2

I have a requirement where I am looking for the words "house" and "car" but they have to be within 10 words of each other. I have the following regular expression:

(\b(?=.*[a-zA-Z])(?i)car\b)|(\b(?=.*[a-zA-Z])(?i)house\b)

This works well with any combination of words. However, this doesn't satisfy the "within 10 words of each other" requirement:

Hence, the following would be a good match:

car word1 word2 word3 word4 word5 word6 word7 word8 word9 word10 house
house word1 word2 word3 word4 word5 word6 word7 word8 word9 word10 car

However the following shouldn't be a match:

house word1 word2 word3 word4 word5 word6 word7 word8 word9 word10 word 11 car

car word1 word2 word3 word4 word5 word6 word7 word8 word9 word10 word 11 house

How can I accomplish this? Thanks in advance.

Fast Chip
  • 425
  • 1
  • 4
  • 16

3 Answers3

3

If both words have to be there, but no match between the same words, you might use a capture group for either house or car.

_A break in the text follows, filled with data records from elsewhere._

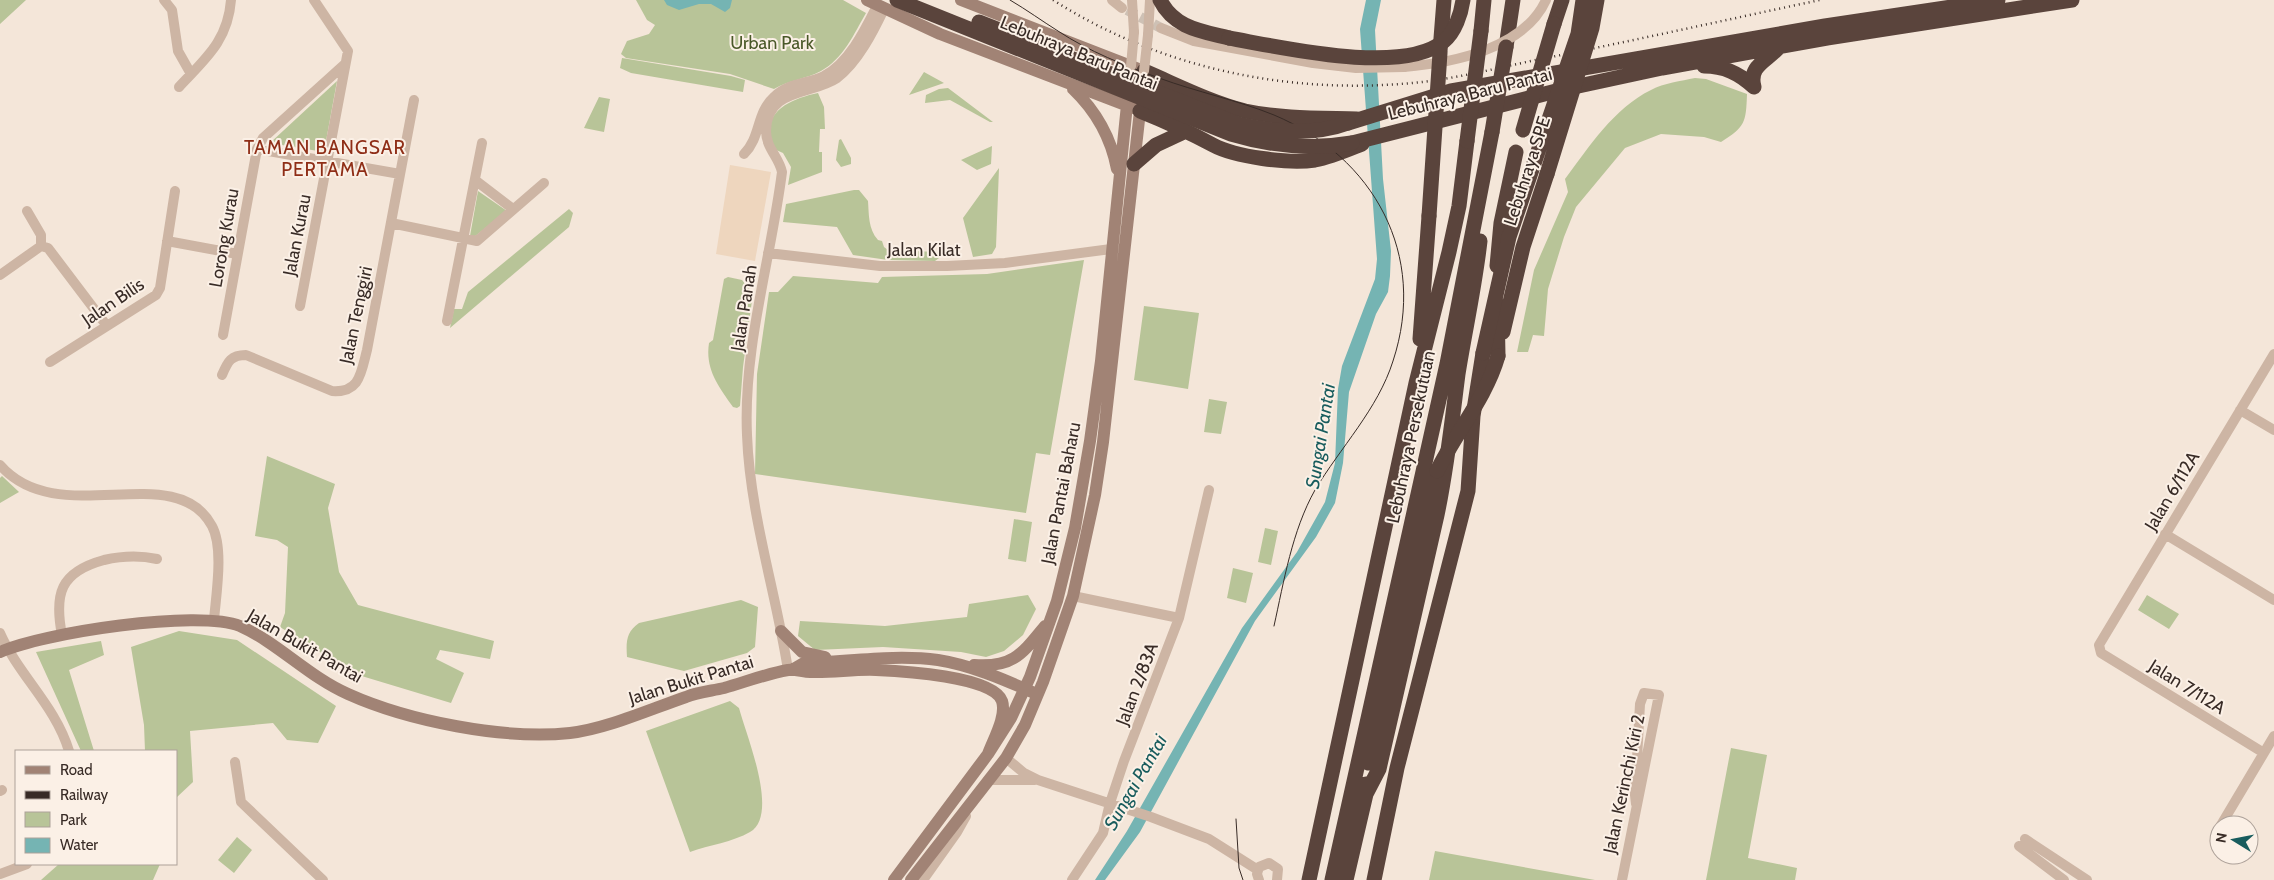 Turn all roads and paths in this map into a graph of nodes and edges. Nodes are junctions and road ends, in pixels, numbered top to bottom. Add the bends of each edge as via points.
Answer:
1 (164, 0) edge
2 (231, 0) edge
3 (314, 0) edge
4 (897, 0) edge
5 (924, 0) edge
6 (961, 0) edge
7 (1112, 0) edge
8 (1132, 0) edge
9 (1150, 0) edge
10 (1160, 0) edge
11 (1444, 0) edge
12 (1462, 0) edge
13 (1484, 0) edge
14 (1513, 0) edge
15 (1546, 0) edge
16 (1562, 0) edge
17 (1583, 0) edge
18 (1597, 0) edge
19 (1998, 0) edge
20 (2072, 0) edge
21 (876, 5) edge
22 (1122, 8) tunnel mouth
23 (1162, 28) tunnel mouth
24 (1230, 43) junction
25 (1780, 46) junction
26 (1101, 55) junction
27 (346, 64) junction
28 (1138, 68) junction
29 (1662, 68) junction
30 (191, 74) junction
31 (1070, 85) junction
32 (179, 87) dead end
33 (794, 89) junction
34 (1089, 92) junction
35 (1195, 93) junction
36 (414, 100) dead end
37 (1133, 108) junction
38 (1363, 119) junction
39 (1186, 131) junction
40 (1382, 136) junction
41 (482, 143) dead end
42 (257, 149) junction
43 (1489, 150) junction
44 (1516, 152) junction
45 (744, 154) dead end
46 (327, 162) junction
47 (1134, 164) junction
48 (400, 174) junction
49 (1118, 178) junction
50 (475, 180) junction
51 (544, 183) dead end
52 (175, 191) dead end
53 (513, 209) junction
54 (27, 211) dead end
55 (391, 223) junction
56 (463, 238) junction
57 (167, 240) junction
58 (41, 246) junction
59 (1111, 248) junction
60 (768, 253) junction
61 (237, 254) junction
62 (0, 275) edge
63 (1476, 277) junction
64 (300, 306) dead end
65 (447, 321) dead end
66 (107, 326) junction
67 (223, 335) dead end
68 (1490, 354) junction
69 (2274, 354) edge
70 (50, 362) dead end
71 (222, 375) dead end
72 (1416, 383) junction
73 (2240, 410) junction
74 (2274, 430) edge
75 (0, 464) edge
76 (1209, 490) dead end
77 (2166, 534) junction
78 (157, 559) dead end
79 (1073, 596) junction
80 (2274, 600) edge
81 (1178, 618) junction
82 (1051, 619) junction
83 (214, 620) junction
84 (781, 631) junction
85 (0, 633) edge
86 (62, 636) junction
87 (2099, 645) joint
88 (4, 651) edge
89 (857, 661) junction
90 (959, 664) junction
91 (790, 670) junction
92 (1025, 689) junction
93 (1038, 695) junction
94 (1386, 696) junction
95 (2274, 736) edge
96 (69, 750) edge
97 (2264, 753) junction
98 (988, 754) junction
99 (1006, 758) junction
100 (235, 762) dead end
101 (988, 780) junction
102 (1038, 780) junction
103 (1366, 794) junction
104 (973, 799) junction
105 (1110, 803) junction
106 (1636, 804) junction
107 (2227, 815) edge
108 (1340, 846) junction
109 (24, 865) edge
110 (0, 874) edge
111 (1258, 877) edge
112 (323, 880) edge
113 (894, 880) edge
114 (912, 880) edge
115 (923, 880) edge
116 (1072, 880) edge
117 (1277, 880) edge
118 (1309, 880) edge
119 (1332, 880) edge
120 (1346, 880) edge
121 (1374, 880) edge
122 (1622, 880) edge
123 (2064, 880) edge
124 (2087, 880) edge

1 - 30 street via 172,10 178,51
2 - 30 street via 221,39 209,57
3 - 27 street, Jalan Kurau via 348,51
4 - 40 highway, Lebuhraya Baru Pantai, bridge via 1247,139 1280,146 1320,147
5 - 38 highway, Lebuhraya Baru Pantai, bridge via 1238,124 1286,131 1321,130
6 - 26 main road
7 - 22 street
8 - 28 street, bridge
9 - 28 street, bridge via 1148,35
10 - 24 highway via 1172,18 1181,24
11 - 72 highway, bridge
12 - 24 highway, bridge via 1457,22 1444,41 1408,57 1340,55
13 - 72 highway, Lebuhraya Persekutuan, bridge via 1455,225
14 - 43 highway, Lebuhraya Persekutuan, bridge
15 - 24 street, bridge via 1535,19 1515,35 1494,46 1430,65 1356,68 1313,63
16 - 44 highway, bridge
17 - 68 highway, Lebuhraya SPE, bridge via 1578,34 1509,237
18 - 68 highway, Lebuhraya SPE, bridge via 1592,28
19 - 38 highway, Lebuhraya Baru Pantai via 1825,26 1451,91
20 - 25 highway, Lebuhraya Baru Pantai
21 - 31 main road
21 - 33 street, Jalan Panah via 861,50 844,72 825,84
23 - 24 street via 1194,41
25 - 29 highway, Lebuhraya Baru Pantai
25 - 29 highway via 1754,69 1754,87 1745,78 1723,67
26 - 28 main road
26 - 34 main road via 1112,66 1113,80 1104,90
27 - 42 street, Lorong Kurau via 263,138
27 - 46 street, Jalan Kurau
28 - 35 highway
28 - 37 main road, Jalan Pantai Baharu
29 - 40 highway, Lebuhraya Baru Pantai via 1472,111
30 - 32 street
31 - 34 main road
31 - 49 main road via 1103,127 1113,152
33 - 45 street, Jalan Panah via 780,92 773,98 764,112 754,143
33 - 60 street, Jalan Panah via 775,106 766,126 767,141 782,172
34 - 37 main road
35 - 38 highway via 1245,111 1286,117
35 - 39 highway via 1178,92 1168,102 1170,118
36 - 48 street, Jalan Tenggiri
37 - 39 highway
37 - 47 main road, Jalan Pantai Baharu
37 - 49 main road, Jalan Pantai Baharu
39 - 40 highway via 1214,145 1258,157 1313,160
39 - 47 highway via 1156,145
41 - 50 street
42 - 46 street
42 - 61 street, Lorong Kurau
43 - 63 highway
43 - 108 highway, Lebuhraya Persekutuan via 1447,364
44 - 63 highway
44 - 68 highway via 1500,232
46 - 48 street
46 - 64 street, Jalan Kurau
47 - 79 main road, Jalan Pantai Baharu via 1103,442
48 - 55 street, Jalan Tenggiri
49 - 59 main road, Jalan Pantai Baharu
50 - 53 street
50 - 56 street
51 - 53 street
52 - 57 street, Jalan Bilis
53 - 56 street via 477,241
54 - 58 street via 41,235
55 - 56 street
55 - 71 street, Jalan Tenggiri via 367,350 360,375 352,388 344,392 332,391 246,355 235,355 228,360
56 - 65 street
57 - 61 street
57 - 66 street, Jalan Bilis via 160,288 156,295
58 - 62 street
58 - 66 street via 48,248
59 - 60 street, Jalan Kilat via 984,265 901,267
59 - 82 main road, Jalan Pantai Baharu via 1090,441 1074,528
60 - 84 street, Jalan Panah via 750,375 747,434 760,538
61 - 67 street, Lorong Kurau
63 - 103 highway via 1435,525 1379,769
66 - 70 street, Jalan Bilis
68 - 94 highway, bridge via 1492,377 1437,471
68 - 121 highway, bridge via 1473,416 1468,491 1397,768
69 - 73 street, Jalan 6/112A
72 - 118 highway, Lebuhraya Persekutuan
73 - 74 street
73 - 77 street, Jalan 6/112A
75 - 83 street via 17,481 46,493 77,496 155,493 187,502 212,526 217,546
76 - 81 street, Jalan 2/83A
77 - 80 street
77 - 87 street, Jalan 6/112A
78 - 86 street via 135,555 117,558 84,566 72,574 63,586 59,602
79 - 81 street
79 - 93 main road, Jalan Pantai Baharu
81 - 105 street, Jalan 2/83A
82 - 90 main road via 1025,650 1009,662 990,666
82 - 92 main road, Jalan Pantai Baharu
83 - 86 main road, Jalan Bukit Pantai via 178,620
83 - 91 main road, Jalan Bukit Pantai via 241,627 346,693 416,717 506,732 571,733 631,717 689,695
84 - 89 main road via 802,652
84 - 91 street, Jalan Panah
85 - 88 street
86 - 88 main road, Jalan Bukit Pantai
87 - 97 street, Jalan 7/112A via 2101,653
88 - 96 street via 52,710
89 - 90 main road, Jalan Bukit Pantai via 916,659
89 - 91 main road, Jalan Bukit Pantai via 804,664
90 - 92 main road, Jalan Bukit Pantai
91 - 98 main road, Jalan Bukit Pantai via 875,670 951,678 994,691 1003,705
92 - 93 main road, Jalan Bukit Pantai
92 - 98 main road, Jalan Pantai Baharu
93 - 99 main road, Jalan Pantai Baharu
94 - 103 highway
94 - 108 highway via 1355,811
95 - 97 street
97 - 107 street
98 - 113 main road, Jalan Pantai Baharu
99 - 101 main road, Jalan Pantai Baharu
99 - 102 street
100 - 112 street via 241,802
101 - 102 street
101 - 104 main road, Jalan Pantai Baharu
102 - 105 street
103 - 120 highway
104 - 114 main road, Jalan Pantai Baharu
104 - 115 street via 957,832
105 - 111 street via 1209,839
105 - 116 street, Jalan 2/83A via 1103,833
106 - 106 street, Jalan Kerinchi Kiri 2 via 1640,704 1644,694 1659,695
106 - 122 street, Jalan Kerinchi Kiri 2
108 - 119 highway, Lebuhraya Persekutuan
109 - 110 street
111 - 117 street via 1262,865 1272,864 1279,872
123 - 124 street via 2022,843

Repeat 1-10 times any word that does not start with either of them and then match either of the words, not being the same word as group 1 using a negative lookahead.

\b(house|car)(?: (?!(?:house|car)\b)\w+){1,10} (?!\1)(house|car)\b

Explanation

  • \b(house|car) A word boundary, capture either house or car in group 1
  • (?: Non capture group
    • (?!(?:house|car)\b)\w+ Negative lookahead, assert what is directly to the right is not either house or car. If that is true, match 1+ word characters
  • ){1,10} Close the group and repeat it 1-10 times
  • (?!\1) Negative lookahead, assert what is directly to the right is not the same word captured in group 1
  • (house|car)\b Capture group 2, match either house or car followed by a word boundary

You can change the quantifier to {0,10} if the word can also be the one that directly follows or change the values to fit the requirement.

Regex demo

If there can be a match between the same words:

\b(house|car)(?: (?!(?:house|car)\b)\w+){1,10} (house|car)\b

regex demo

The fourth bird
  • 154,723
  • 16
  • 55
  • 70
0

You can use this /\b((?:house|car)\W+(?:\w+\W+){0,5}?(?:house|car)|(?:house|car)\W+(?:\w+\W+){0,10}?(?:house|car))\b\/g

See example

Wylie Fowler
  • 399
  • 2
  • 12
0

Why not simply try:

(car( [^ ]*){1,10} house)|(house( [^ ]*){1,10} car)

See https://regex101.com/r/rAu6Ku/1

Pierre François
  • 5,850
  • 1
  • 17
  • 38